Every minute he delayed in getting off this ship increased his danger, yet a primal revulsion held him back. Something within him preferred to crouch here and wait for death rather than venture into the hold.

He fought against it, not with reason but with anger. He was in charge here, not some mindless loathing. Jack finally mastered himself, although with greater effort than he could ever remember.

"Hold on!" he whispered to Kolabati. Then he stepped out of the corridor and into the hold.

He moved slowly, with the utmost care and caution. Most of the rakoshi were caliginous lumps scattered over the floor. He had to step over some of the sleeping ones and wind his way between the alert ones. Although his sneakered feet made no sound, occasionally a head would lift and look around as they passed. Jack could barely make out the details of their faces and would not know a puzzled rakoshi expression if he saw one, but they had to be confused. They sensed a presence, yet their eyes told them nothing was there.

He could sense their pure, naked aggression, their immaculate evil. There was no pretense about their savagery—it was all on the surface, surrounding them like an aura.

Jack still felt his heart trip and fumble a beat every time one of the creatures looked his way with its yellow eyes. His mind still resisted complete acceptance of the fact that he was invisible to them.

The reek of the things thickened to a nauseating level as he wound his way across the floor. They must have looked a comical pair, tip-toeing piggy-back through the dark. Laughable unless it was remembered how precarious their position was: one wrong move and they would be torn to shreds.

If negotiating a path through the recumbent rakoshi was harrowing, dodging the wandering ones was utterly nerve-wracking. Jack had little or no warning as to when they would appear. They would loom out of the shadows and pass within inches, some pausing, some even stopping to look around, sensing humans but not seeing them.

He was three-quarters of the way across the floor of the hold when a seven-foot shadow suddenly rose from the floor and stepped toward him. Jack had nowhere to go. Dark forms reclined on either side and the space where he stood between them would not allow a rakosh to pass. Instinctively he jerked back—and began to lose his balance. Kolabati must have sensed this for she pressed her weight rigidly against his spine.

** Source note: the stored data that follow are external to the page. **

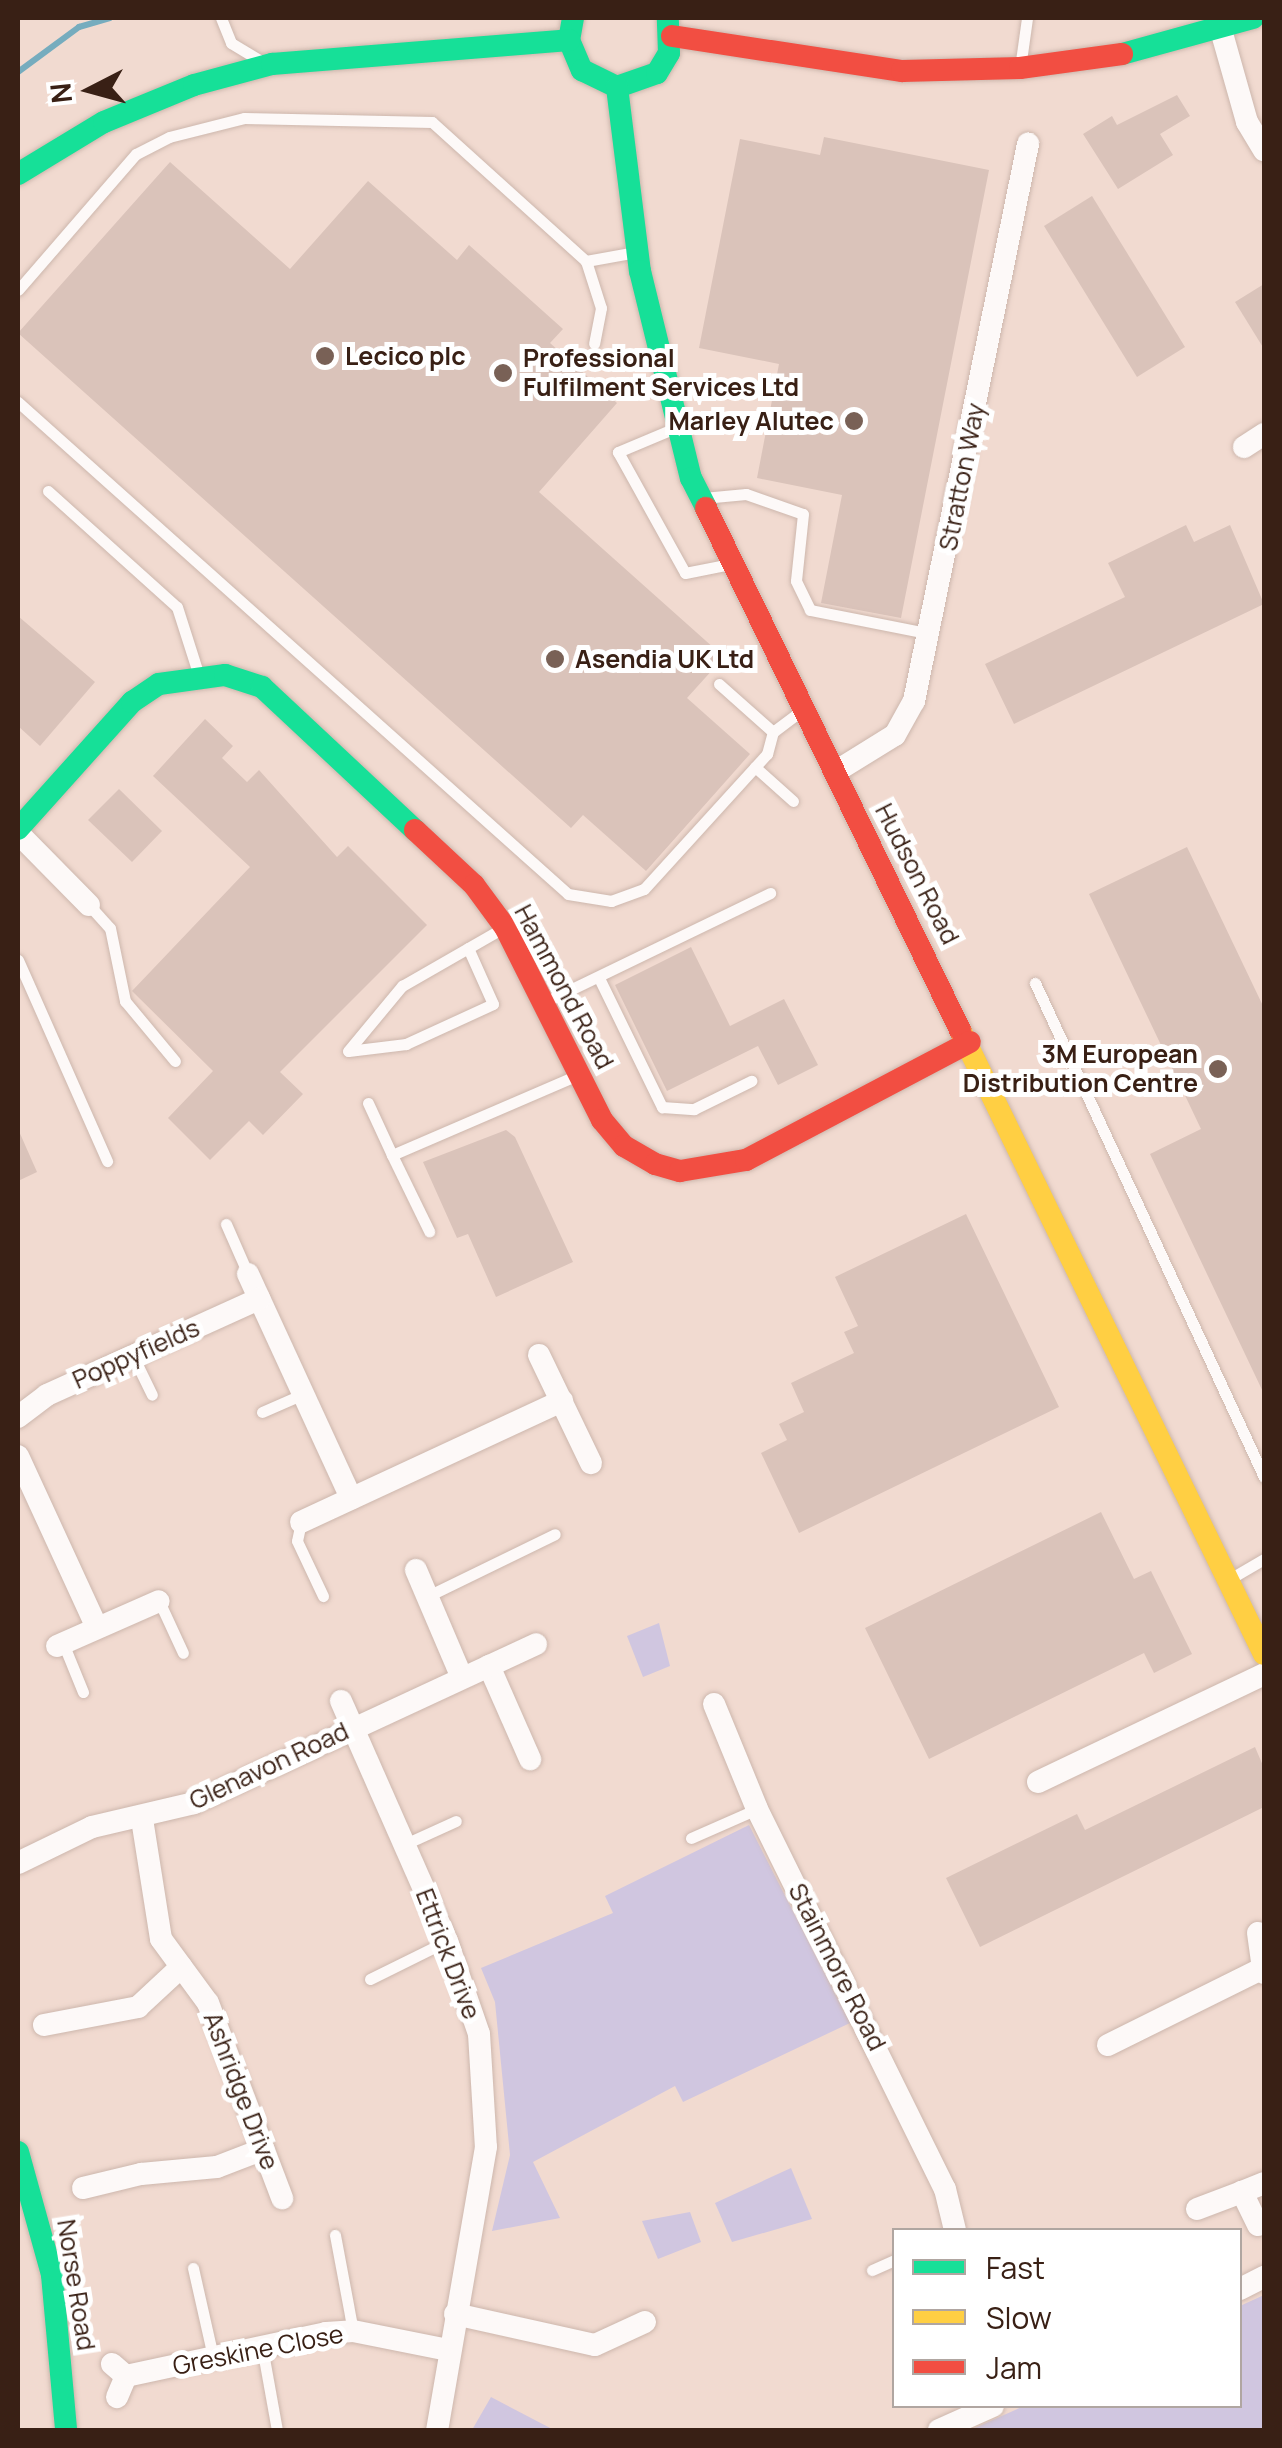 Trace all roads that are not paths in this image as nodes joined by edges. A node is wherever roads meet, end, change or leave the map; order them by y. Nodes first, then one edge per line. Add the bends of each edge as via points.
1 (220, 18) edge
2 (1027, 18) edge
3 (1253, 18) edge
4 (670, 27) edge
5 (571, 29) edge
6 (1221, 30) junction
7 (272, 64) junction
8 (1020, 68) junction
9 (617, 88) junction
10 (1028, 144) dead end
11 (1264, 150) edge
12 (18, 174) edge
13 (638, 252) junction
14 (586, 261) junction
15 (18, 290) edge
16 (594, 343) dead end
17 (18, 402) edge
18 (678, 426) junction
19 (1264, 434) edge
20 (1244, 446) dead end
21 (48, 491) dead end
22 (702, 498) junction
23 (733, 563) junction
24 (931, 634) junction
25 (199, 676) junction
26 (719, 684) dead end
27 (803, 709) junction
28 (773, 732) junction
29 (755, 767) junction
30 (834, 772) junction
31 (793, 802) dead end
32 (18, 831) edge
33 (770, 893) dead end
34 (89, 905) joint
35 (505, 927) junction
36 (468, 948) junction
37 (18, 960) edge
38 (21, 975) edge
39 (598, 978) junction
40 (1035, 983) dead end
41 (543, 1003) junction
42 (970, 1042) junction
43 (175, 1061) dead end
44 (579, 1074) junction
45 (750, 1081) dead end
46 (368, 1102) dead end
47 (392, 1154) junction
48 (107, 1161) dead end
49 (226, 1224) dead end
50 (429, 1231) dead end
51 (248, 1274) joint
52 (259, 1299) junction
53 (539, 1355) dead end
54 (133, 1356) junction
55 (303, 1394) junction
56 (152, 1395) dead end
57 (562, 1402) junction
58 (262, 1412) dead end
59 (18, 1417) edge
60 (18, 1456) edge
61 (591, 1463) dead end
62 (1264, 1477) edge
63 (351, 1498) junction
64 (301, 1522) joint
65 (555, 1534) dead end
66 (1264, 1559) edge
67 (416, 1570) dead end
68 (1228, 1580) junction
69 (323, 1596) dead end
70 (428, 1596) junction
71 (158, 1600) joint
72 (98, 1628) junction
73 (520, 1643) dead end
74 (60, 1644) joint
75 (183, 1653) dead end
76 (1264, 1654) edge
77 (490, 1666) junction
78 (1264, 1674) edge
79 (462, 1678) junction
80 (84, 1692) dead end
81 (340, 1702) dead end
82 (714, 1704) dead end
83 (350, 1728) junction
84 (530, 1759) dead end
85 (1038, 1782) dead end
86 (758, 1809) junction
87 (142, 1818) junction
88 (456, 1821) dead end
89 (691, 1838) dead end
90 (403, 1846) junction
91 (18, 1863) edge
92 (1258, 1933) dead end
93 (447, 1940) junction
94 (181, 1967) junction
95 (1264, 1971) edge
96 (370, 1978) dead end
97 (44, 2025) dead end
98 (1108, 2045) dead end
99 (264, 2148) junction
100 (18, 2152) edge
101 (84, 2188) dead end
102 (1254, 2188) edge
103 (282, 2198) dead end
104 (1197, 2208) dead end
105 (1258, 2224) dead end
106 (955, 2228) edge
107 (335, 2235) dead end
108 (892, 2261) edge
109 (192, 2268) dead end
110 (872, 2270) dead end
111 (455, 2314) junction
112 (644, 2322) dead end
113 (353, 2331) junction
114 (262, 2347) junction
115 (448, 2350) junction
116 (213, 2357) junction
117 (118, 2379) dead end
118 (988, 2408) edge
119 (66, 2430) edge
120 (277, 2430) edge
121 (438, 2430) edge
122 (939, 2430) edge

1 - 7 lane via 230,43
2 - 8 lane
3 - 6 street
4 - 8 street via 902,71
4 - 9 street via 657,72
5 - 7 street
5 - 9 street via 582,70
6 - 8 street via 1100,60
6 - 11 street via 1247,122
7 - 12 street via 194,85 104,122
9 - 13 street, Hudson Road
10 - 24 street, Stratton Way
13 - 14 lane
13 - 18 street, Hudson Road
14 - 15 lane via 432,122 244,118 169,136 136,154
14 - 16 lane via 601,308
17 - 29 lane via 568,894 611,901 644,889
18 - 22 street, Hudson Road
18 - 23 lane via 618,452 685,573
19 - 20 street
21 - 25 lane via 177,607
22 - 23 street, Hudson Road
22 - 24 lane via 734,492 803,514 796,581 810,610
23 - 27 street, Hudson Road
24 - 30 street, Stratton Way via 914,701 895,735
25 - 32 street, Hammond Road via 159,684 132,702
25 - 35 street, Hammond Road via 225,674 262,688 440,848
26 - 28 lane
27 - 28 lane
27 - 30 street, Hudson Road
28 - 29 lane
29 - 31 lane
30 - 42 street, Hudson Road
32 - 34 street, Hammond Road
33 - 39 lane
34 - 43 lane via 110,928 125,1001
35 - 36 lane
35 - 41 street, Hammond Road
36 - 36 lane via 402,986 348,1051 406,1044 493,1004
37 - 38 lane
38 - 48 lane
39 - 41 lane
39 - 45 lane via 662,1107 694,1110
40 - 62 lane
41 - 44 street, Hammond Road
42 - 44 street, Hammond Road via 746,1160 714,1170 680,1171 624,1146
42 - 68 street, Hudson Road
44 - 47 lane
46 - 47 lane
47 - 50 lane
49 - 51 lane
51 - 52 street
52 - 54 street, Poppyfields
52 - 55 street
53 - 57 street
54 - 56 lane
54 - 59 street, Poppyfields via 47,1395
55 - 58 lane
55 - 63 street
57 - 61 street
57 - 63 street
60 - 72 street
63 - 64 street
64 - 69 lane via 297,1541
65 - 70 lane
66 - 68 lane
67 - 70 street
68 - 76 street, Hudson Road
70 - 79 street
71 - 72 street
71 - 75 lane
72 - 74 street
73 - 77 street, Glenavon Road
74 - 80 lane
77 - 79 street, Glenavon Road
77 - 84 street
78 - 85 street
79 - 83 street, Glenavon Road
81 - 83 street, Ettrick Drive
82 - 86 street, Stainmore Road
83 - 87 street, Glenavon Road via 194,1803
83 - 90 street, Ettrick Drive
86 - 89 lane
86 - 106 street, Stainmore Road via 945,2189
87 - 91 street, Glenavon Road via 92,1827
87 - 94 street, Ashridge Drive via 161,1938
88 - 90 lane
90 - 93 street, Ettrick Drive
92 - 95 street
93 - 96 lane
93 - 111 street, Ettrick Drive via 479,2034 485,2087 486,2147
94 - 97 street via 138,2007
94 - 99 street, Ashridge Drive via 224,2038
95 - 98 street
99 - 101 street via 217,2167 114,2192
99 - 103 street, Ashridge Drive
100 - 119 street, Norse Road via 52,2275
102 - 104 street
102 - 105 street
107 - 113 lane
108 - 110 lane
109 - 116 lane
111 - 112 street via 595,2346
111 - 115 street, Ettrick Drive
113 - 114 street, Greskine Close
113 - 115 street, Greskine Close
114 - 116 street, Greskine Close
114 - 120 lane
115 - 121 street, Ettrick Drive
116 - 117 street, Greskine Close
118 - 122 street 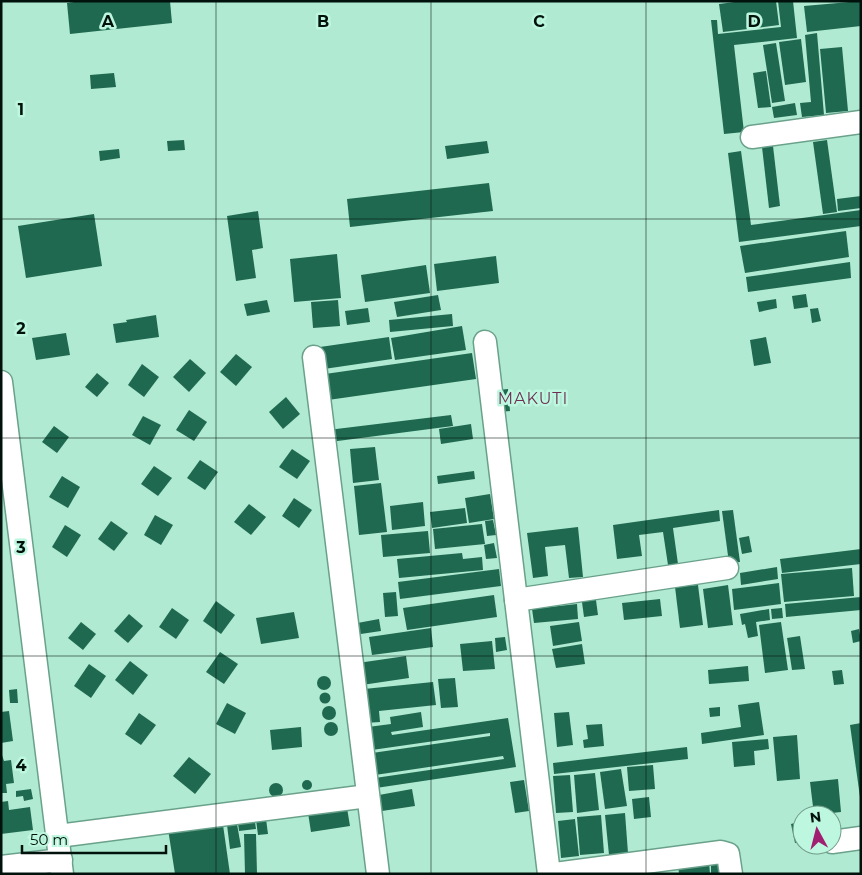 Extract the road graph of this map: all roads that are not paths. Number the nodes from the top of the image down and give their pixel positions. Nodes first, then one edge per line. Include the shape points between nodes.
1 (861, 122) edge
2 (752, 137) dead end
3 (484, 342) dead end
4 (314, 357) dead end
5 (1, 382) edge
6 (728, 568) dead end
7 (516, 600) junction
8 (368, 796) junction
9 (58, 836) junction
10 (861, 838) edge
11 (842, 841) edge
12 (1, 867) edge
13 (62, 867) edge
14 (378, 874) edge
15 (550, 874) edge
16 (555, 874) edge
17 (731, 874) edge

1 - 2 street
3 - 7 street
4 - 8 street
5 - 9 street
6 - 7 street
7 - 15 street
8 - 9 street
8 - 14 street
9 - 13 street
10 - 11 street
12 - 13 street
16 - 17 street via 721,852 728,854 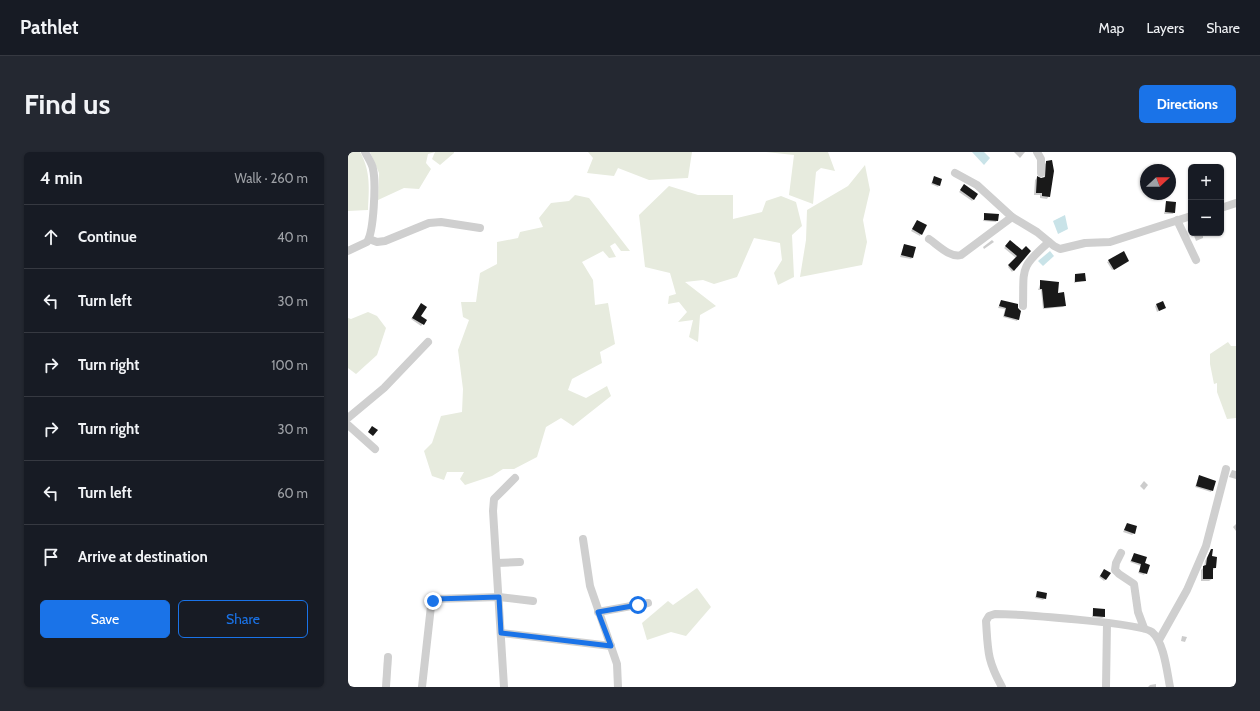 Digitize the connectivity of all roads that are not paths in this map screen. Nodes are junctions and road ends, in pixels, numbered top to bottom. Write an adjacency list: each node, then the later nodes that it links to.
1 (365, 152): 11 (street)
2 (1036, 152): 3 (street)
3 (1041, 173)
4 (955, 174): 7 (street)
5 (1236, 203): 6 (street)
6 (1224, 207)
7 (1012, 217): 12 (street); 13 (street)
8 (1188, 217): 9 (street)
9 (1177, 220): 13 (street); 15 (street)
10 (480, 228): 11 (street)
11 (368, 239): 14 (street)
12 (929, 239)
13 (1049, 242): 16 (street)
14 (348, 251)
15 (1196, 260)
16 (1023, 306)
17 (428, 342): 18 (street)
18 (348, 418)
19 (348, 425): 20 (street)
20 (375, 449)
21 (1226, 469): 34 (street)
22 (515, 478): 26 (street)
23 (583, 539): 30 (street)
24 (1121, 552): 32 (street)
25 (520, 562): 26 (street)
26 (497, 563): 27 (street)
27 (499, 597): 28 (street); 33 (street); 38 (street)
28 (533, 601)
29 (648, 603): 30 (street)
30 (598, 612): 35 (street)
31 (1107, 623): 32 (street); 41 (street); 42 (street)
32 (1144, 628): 34 (street)
33 (501, 633): 35 (street); 39 (street)
34 (1159, 640): 43 (street)
35 (611, 646): 40 (street)
36 (388, 657): 37 (street)
37 (386, 687)
38 (422, 687)
39 (504, 687)
40 (618, 687)
41 (1002, 687)
42 (1106, 687)
43 (1170, 687)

In a desperate move to keep from toppling over, Jack lifted his left leg and pivoted on his right foot. He swiveled in a semicircle to wind up facing the way he had come, straddling a sleeping rakosh. As it shuffled past, the creature brushed Jack's arm.

With a sound somewhere between a growl and a hiss, the rakosh whirled with raised talons, baring its fangs. Jack didn't think he had ever seen anything move so fast. He clenched his jaw, not daring to move or breathe. The creature asleep between and beneath his legs stirred. He prayed it would not awaken. He could feel a scream building within Kolabati; he tightened his grip around her legs—silent encouragement to hold on.

The rakosh facing him rotated its head back and forth quickly, warily at first, then more slowly. Soon it calmed itself and lowered its talons. Finally it moved off, but not without a long, searching look over its shoulder in their direction.

Jack allowed himself to breathe again. He swung back into the path of clear floor between the rakoshi and continued the endless trek toward the starboard wall of the hold. As he neared the aft corner, he spotted an electrical conduit leading upward from a small box on the wall. He headed for that, and smiled to himself when he saw the three buttons on the box.

The shallow well directly under the elevator was clear of rakoshi. Perhaps they had learned during the time they had been here that this was not a good place to rest—sleep too deeply and too long and you might be crushed.